Below are the records; tally the lines in them that include the word "Drive" and reply with the number alone.
- Opening Delimiter -
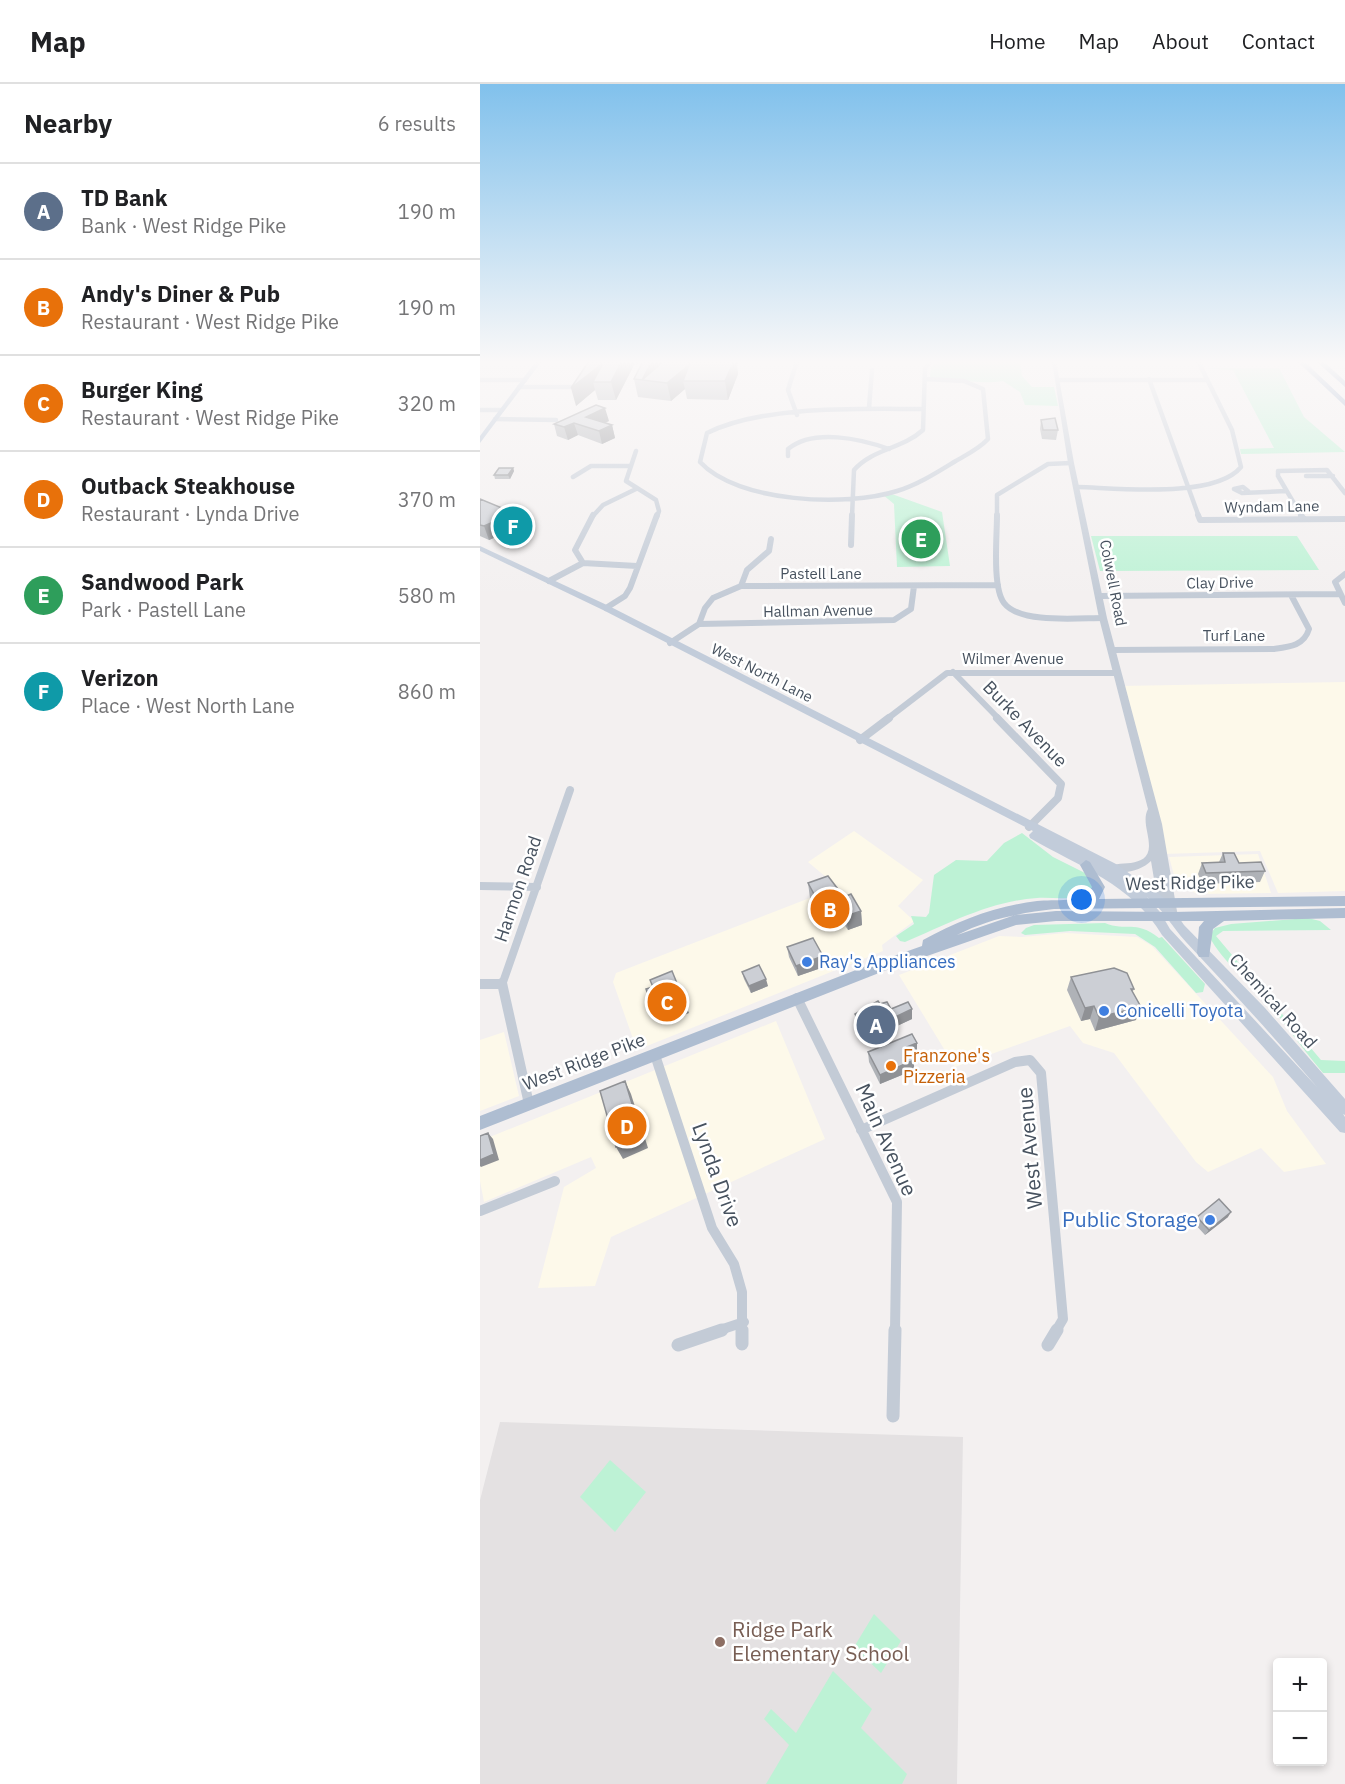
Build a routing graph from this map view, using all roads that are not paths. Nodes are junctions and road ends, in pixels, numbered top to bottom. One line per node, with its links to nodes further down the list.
1 (705, 440): 22 (street)
2 (820, 440): 11 (street)
3 (866, 440): 9 (street)
4 (905, 440): 9 (street)
5 (987, 440): 22 (street)
6 (1068, 440): 12 (street, Colwell Road)
7 (1171, 440): 15 (street)
8 (1236, 440): 15 (street)
9 (889, 449): 22 (street)
10 (636, 451): 13 (street)
11 (788, 456)
12 (1071, 463): 16 (street, Colwell Road); 33 (street)
13 (629, 466): 14 (street); 18 (street)
14 (573, 477)
15 (1187, 486): 17 (street); 24 (street, Wyndam Lane)
16 (1078, 487): 17 (street); 23 (street, Colwell Road)
17 (1097, 487): 23 (street)
18 (636, 489): 29 (street); 30 (street)
19 (1248, 491): 20 (street)
20 (1286, 492): 21 (street); 24 (street)
21 (1345, 493)
22 (854, 496): 27 (street)
23 (1080, 498): 38 (street, Colwell Road)
24 (1303, 518): 25 (street, Wyndam Lane)
25 (1345, 519)
26 (771, 539): 34 (street)
27 (851, 545)
28 (480, 548): 32 (main road, West North Lane)
29 (583, 563): 30 (street); 32 (street)
30 (637, 566): 40 (street)
31 (1345, 574): 37 (street)
32 (549, 580): 40 (main road, West North Lane)
33 (998, 585): 35 (street, Pastell Lane); 41 (street)
34 (741, 586): 35 (street, Pastell Lane); 42 (street, Pastell Lane)
35 (914, 586): 42 (street, Hallman Avenue)
36 (1291, 594): 37 (street, Clay Drive); 38 (street, Clay Drive); 44 (street, Turf Lane)
37 (1340, 594): 39 (street)
38 (1100, 596): 41 (street, Colwell Road)
39 (1345, 603)
40 (606, 608): 43 (main road, West North Lane)
41 (1103, 618): 44 (street, Colwell Road)
42 (699, 624): 43 (street)
43 (670, 643): 47 (main road, West North Lane)
44 (1112, 650): 46 (street, Colwell Road)
45 (953, 672): 46 (street, Wilmer Avenue); 47 (street, Wilmer Avenue); 50 (street, Burke Avenue)
46 (1117, 673): 49 (street, Colwell Road)
47 (860, 740): 50 (main road, West North Lane)
48 (570, 790): 55 (street, Harmon Road)
49 (1151, 808): 51 (street, Colwell Road); 59 (street, Colwell Road)
50 (1029, 827): 52 (main road, West North Lane); 53 (main road, West North Lane)
51 (1154, 849): 53 (street); 59 (street, Colwell Road)
52 (1086, 865): 57 (main road); 58 (main road, West North Lane)
53 (1112, 867): 59 (main road, West North Lane)
54 (480, 886): 55 (street)
55 (537, 887): 65 (street, Harmon Road)
56 (1345, 901): 59 (main road, West Ridge Pike)
57 (1077, 904): 58 (main road, West Ridge Pike); 63 (main road, West Ridge Pike)
58 (1145, 904): 59 (main road, West Ridge Pike)
59 (1167, 910): 61 (main road, West Ridge Pike); 62 (main road, Chemical Road); 63 (main road, West Ridge Pike); 71 (main road, Chemical Road)
60 (1345, 913): 61 (main road, West Ridge Pike)
61 (1222, 915): 62 (main road)
62 (1204, 953): 69 (main road, Chemical Road)
63 (903, 958): 66 (main road, West Ridge Pike)
64 (480, 984): 65 (street)
65 (502, 984): 68 (street)
66 (798, 999): 67 (main road, West Ridge Pike); 72 (street, Main Avenue)
67 (655, 1055): 68 (main road, West Ridge Pike); 75 (street, Lynda Drive)
68 (529, 1104): 70 (main road, West Ridge Pike)
69 (1345, 1109)
70 (480, 1123)
71 (1345, 1127)
72 (861, 1130): 78 (street, West Avenue); 79 (street, Main Avenue)
73 (555, 1181): 74 (street)
74 (480, 1211)
75 (744, 1322): 76 (street, Lynda Drive); 77 (street)
76 (742, 1344)
77 (678, 1345)
78 (1048, 1345)
79 (893, 1416)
- Closing Delimiter -
- _TASK ANSWER_
3